The original requestor of the device check can quickly take action, for example,
- Report the verdict to the device user.
- Immediately prevent the device from accessing enterprise systems.
- Uninstall any enterprise apps or assets already on the device.
Highly secure or firewalled operations that don't want to access the web-based Samsung Attestation server can install an Attestation Validator tool onto a local server to parse the Attestation Result and keep device verdicts within the firewall.
Unique advantages of Knox Attestation
Knox Attestation provides these key differentiators:
- Health measurements guaranteed per request through a nonce, a unique number randomly generated by the Samsung Attestation Server.

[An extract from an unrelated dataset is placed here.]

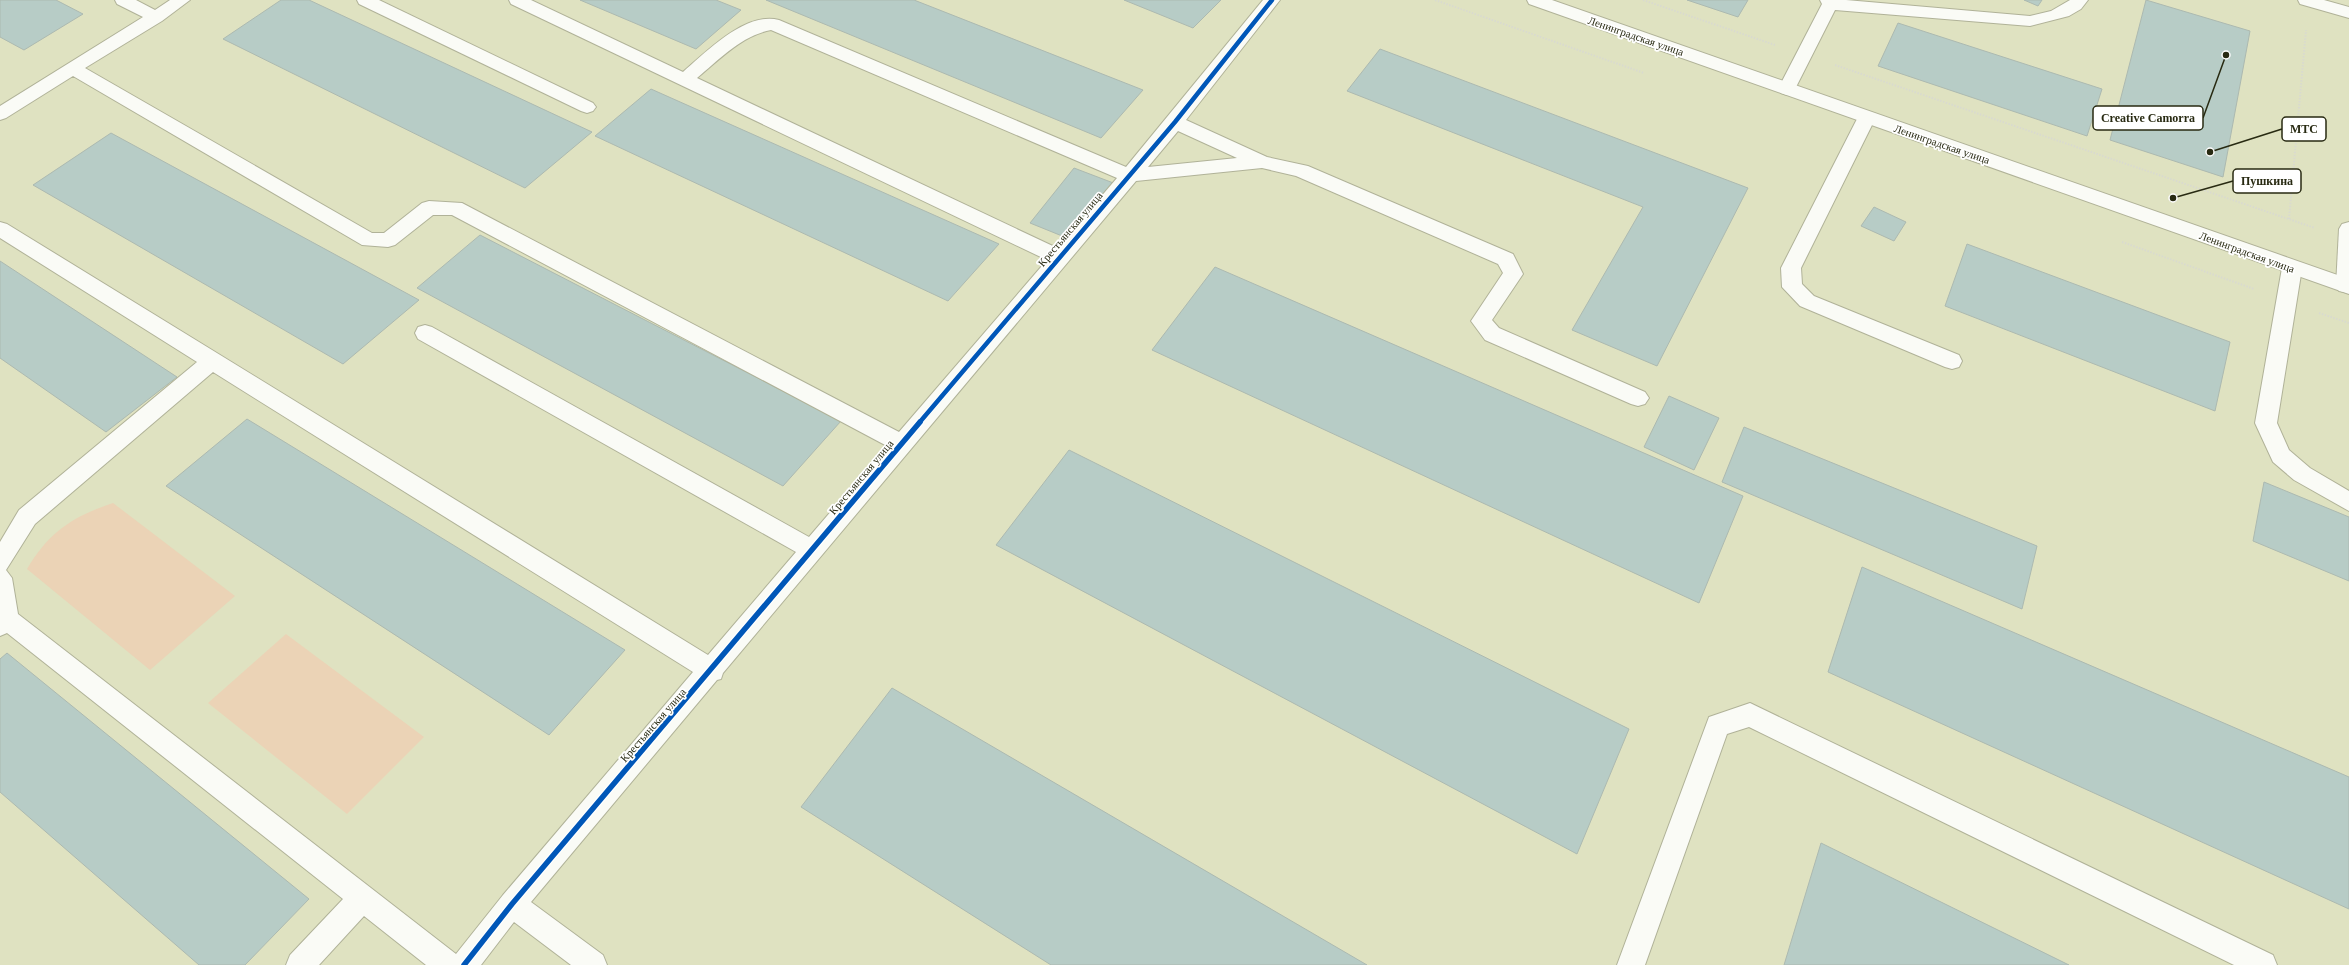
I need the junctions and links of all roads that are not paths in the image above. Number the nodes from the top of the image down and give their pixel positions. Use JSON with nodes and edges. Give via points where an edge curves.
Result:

- Health results that easily map to device identifiers like an IMEI. Unlike other solutions on the market, Knox Attestation enables IT admins to determine which attestation result correlates with which device, without having to painstakingly map IDs manually. With competitor solutions, results are returned for separate devices, but IT admins can't differentiate between devices, and consequently the results are not actionable. Knox Attestation returns a single device ID and enables IT admins to prevent or contain issues promptly.